Remscheid · Wieder Lewis Carrolls "Alice im Wunderland" im Teo Otto Thearer: Das Theater Wasserburg näherte sich dem ikonischen Stoff von der Musiktheater-Seite. Inszeniert von Uwe Bertram ging es aber nur auf sehr abstrakte Weise um den eigentlichen Inhalt des beliebten Kinderbuchs. Vielmehr versuchte Bertram, sich den inneren Kämpfen von Charles Lutwidge Dodgson, so Carrols eigentlicher Name, seinen Ängsten, seiner Verwirrung zu nähern.

 Ein moderner Theater-Abend für Freunde besonderer Inszenierungen. Szene aus "Alice im Wunderland".

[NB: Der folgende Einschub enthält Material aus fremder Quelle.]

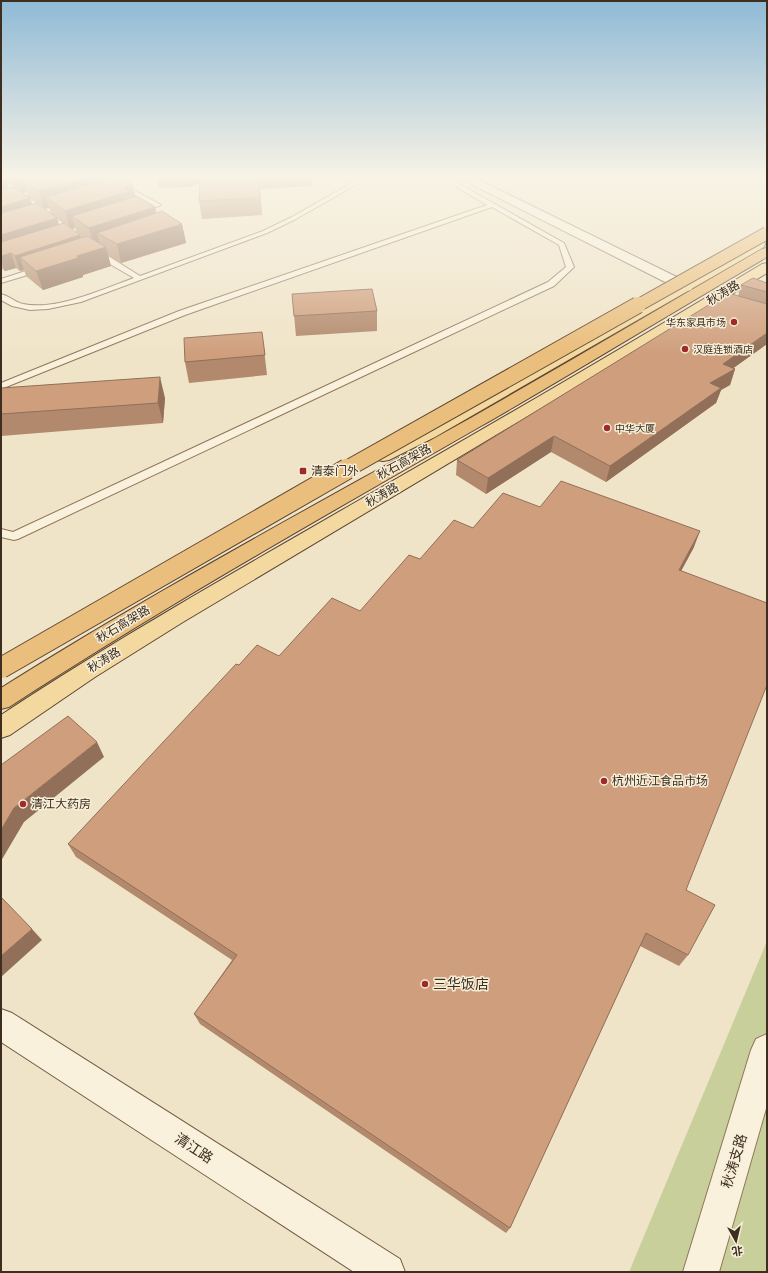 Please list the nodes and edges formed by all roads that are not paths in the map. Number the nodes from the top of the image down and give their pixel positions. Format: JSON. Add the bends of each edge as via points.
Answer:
{"nodes":[{"id":1,"x":256,"y":235,"type":"edge"},
{"id":2,"x":405,"y":235,"type":"edge"},
{"id":3,"x":547,"y":235,"type":"edge"},
{"id":4,"x":582,"y":235,"type":"edge"},
{"id":5,"x":737,"y":235,"type":"edge"},
{"id":6,"x":763,"y":235,"type":"edge"},
{"id":7,"x":767,"y":239,"type":"edge"},
{"id":8,"x":93,"y":251,"type":"edge"},
{"id":9,"x":767,"y":252,"type":"edge"},
{"id":10,"x":767,"y":261,"type":"edge"},
{"id":11,"x":50,"y":265,"type":"edge"},
{"id":12,"x":767,"y":267,"type":"edge"},
{"id":13,"x":139,"y":278,"type":"junction"},
{"id":14,"x":1,"y":281,"type":"edge"},
{"id":15,"x":686,"y":287,"type":"junction"},
{"id":16,"x":1,"y":296,"type":"edge"},
{"id":17,"x":1,"y":386,"type":"edge"},
{"id":18,"x":438,"y":443,"type":"junction"},
{"id":19,"x":289,"y":502,"type":"junction"},
{"id":20,"x":1,"y":533,"type":"edge"},
{"id":21,"x":1,"y":661,"type":"edge"},
{"id":22,"x":1,"y":668,"type":"edge"},
{"id":23,"x":1,"y":700,"type":"edge"},
{"id":24,"x":1,"y":728,"type":"edge"},
{"id":25,"x":1,"y":1024,"type":"edge"},
{"id":26,"x":767,"y":1050,"type":"edge"},
{"id":27,"x":387,"y":1272,"type":"edge"},
{"id":28,"x":701,"y":1272,"type":"edge"}],
"edges":[{"from":1,"to":13,"type":"lane"},
{"from":2,"to":17,"type":"lane","via":[[182,312]]},
{"from":3,"to":20,"type":"lane","via":[[562,244],[570,267],[551,284],[14,536]]},
{"from":4,"to":15,"type":"street"},
{"from":5,"to":19,"type":"highway","bridge":true,"via":[[352,458]]},
{"from":6,"to":19,"type":"highway","name":"秋石高架路","bridge":true},
{"from":7,"to":15,"type":"main road","name":"秋涛路"},
{"from":8,"to":13,"type":"lane"},
{"from":9,"to":18,"type":"highway","name":"秋石高架路"},
{"from":10,"to":18,"type":"highway","via":[[536,400]]},
{"from":11,"to":14,"type":"lane"},
{"from":12,"to":24,"type":"main road","name":"秋涛路","via":[[721,302],[616,359],[158,626]]},
{"from":13,"to":16,"type":"lane","via":[[81,300],[59,305],[16,305]]},
{"from":15,"to":21,"type":"main road","name":"秋涛路","via":[[429,433],[156,569]]},
{"from":18,"to":23,"type":"highway","name":"秋石高架路","via":[[161,601]]},
{"from":19,"to":22,"type":"highway","name":"秋石高架路","bridge":true},
{"from":25,"to":27,"type":"street","name":"清江路"},
{"from":26,"to":28,"type":"street","name":"秋涛支路"}]}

Ein moderner Theater-Abend für Freunde besonderer Inszenierungen. Szene aus "Alice im Wunderland".

Foto: Theater

Und auch seine obsessive Beziehung zu der kleinen Alice Liddell war Teil des Geschehens, das dennoch immer wieder Reminiszenzen an das Wunderland mit Hutmacher, Herzkönigin und Grinsekatze brachte. Schließlich ist die Geschichte nur entstanden, weil Dodgson sie der Tochter des Dekans des Christ Church Colleges in Oxford zum Zeitvertreib erzählte. Bei dem kleinen Mädchen konnte der eigenbrötlerische Dozent ganz er selbst und übersprudelnd kreativ sein.

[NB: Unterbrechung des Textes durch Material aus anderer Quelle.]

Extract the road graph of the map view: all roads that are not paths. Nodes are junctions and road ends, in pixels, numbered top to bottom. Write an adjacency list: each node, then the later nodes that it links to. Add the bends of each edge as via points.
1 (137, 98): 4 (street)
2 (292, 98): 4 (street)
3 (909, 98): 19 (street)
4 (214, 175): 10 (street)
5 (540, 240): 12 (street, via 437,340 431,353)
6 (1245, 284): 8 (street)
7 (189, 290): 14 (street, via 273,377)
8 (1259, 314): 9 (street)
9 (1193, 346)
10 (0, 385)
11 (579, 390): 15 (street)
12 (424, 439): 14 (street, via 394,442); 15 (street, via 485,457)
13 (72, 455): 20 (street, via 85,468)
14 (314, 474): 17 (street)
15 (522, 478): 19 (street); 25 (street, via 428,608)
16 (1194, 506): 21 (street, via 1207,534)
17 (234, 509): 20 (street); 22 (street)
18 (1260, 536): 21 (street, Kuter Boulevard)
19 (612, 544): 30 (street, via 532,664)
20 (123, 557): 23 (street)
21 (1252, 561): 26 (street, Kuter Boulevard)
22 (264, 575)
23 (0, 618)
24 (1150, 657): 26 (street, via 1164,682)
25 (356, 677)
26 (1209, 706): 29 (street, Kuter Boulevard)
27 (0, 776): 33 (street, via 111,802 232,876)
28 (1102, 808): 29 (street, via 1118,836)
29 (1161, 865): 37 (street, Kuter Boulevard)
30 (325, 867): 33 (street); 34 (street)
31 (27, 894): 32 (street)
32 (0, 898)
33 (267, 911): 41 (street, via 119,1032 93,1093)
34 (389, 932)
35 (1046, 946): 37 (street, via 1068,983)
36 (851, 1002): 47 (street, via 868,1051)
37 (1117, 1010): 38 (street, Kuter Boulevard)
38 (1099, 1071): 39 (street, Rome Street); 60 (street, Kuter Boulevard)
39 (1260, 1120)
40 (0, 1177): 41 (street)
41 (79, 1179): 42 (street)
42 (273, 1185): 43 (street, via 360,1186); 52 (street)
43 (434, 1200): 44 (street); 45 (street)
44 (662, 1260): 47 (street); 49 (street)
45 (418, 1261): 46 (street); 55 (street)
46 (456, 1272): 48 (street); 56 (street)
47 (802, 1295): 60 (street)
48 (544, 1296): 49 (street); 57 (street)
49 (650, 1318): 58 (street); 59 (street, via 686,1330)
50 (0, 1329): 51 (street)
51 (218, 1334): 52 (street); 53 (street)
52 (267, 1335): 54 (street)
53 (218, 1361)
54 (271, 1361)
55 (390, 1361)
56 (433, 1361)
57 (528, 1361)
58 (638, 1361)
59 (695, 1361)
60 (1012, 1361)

Bertram inszenierte dabei den Stoff dreier Autoren: Robert Wilson erschuf die Dramaturgie, der Musiker Tom Waits schrieb zu den Texten von Paul Schmidt seine bekannt verschrobenen Lieder. Und verschroben ist auch ein gutes Stichwort für das, was sich den gut 100 Zuschauern in Remscheid darbot: Ein sechsköpfiges Ensemble, das jeweils dreimal Alice Liddell und Charles Dodsgon darstellte, war in einem zweigeschossigen Kammersystem untergebracht, im unteren Bereich spielte die hervorragende, fünfköpfige Band, ebenfalls in einer Art Kammer untergebracht, und im Vordergrund war einer der Dodgson-Darsteller permanent mit einem Rhönrad zugange. Ein echtes Kammernspiel, sozusagen.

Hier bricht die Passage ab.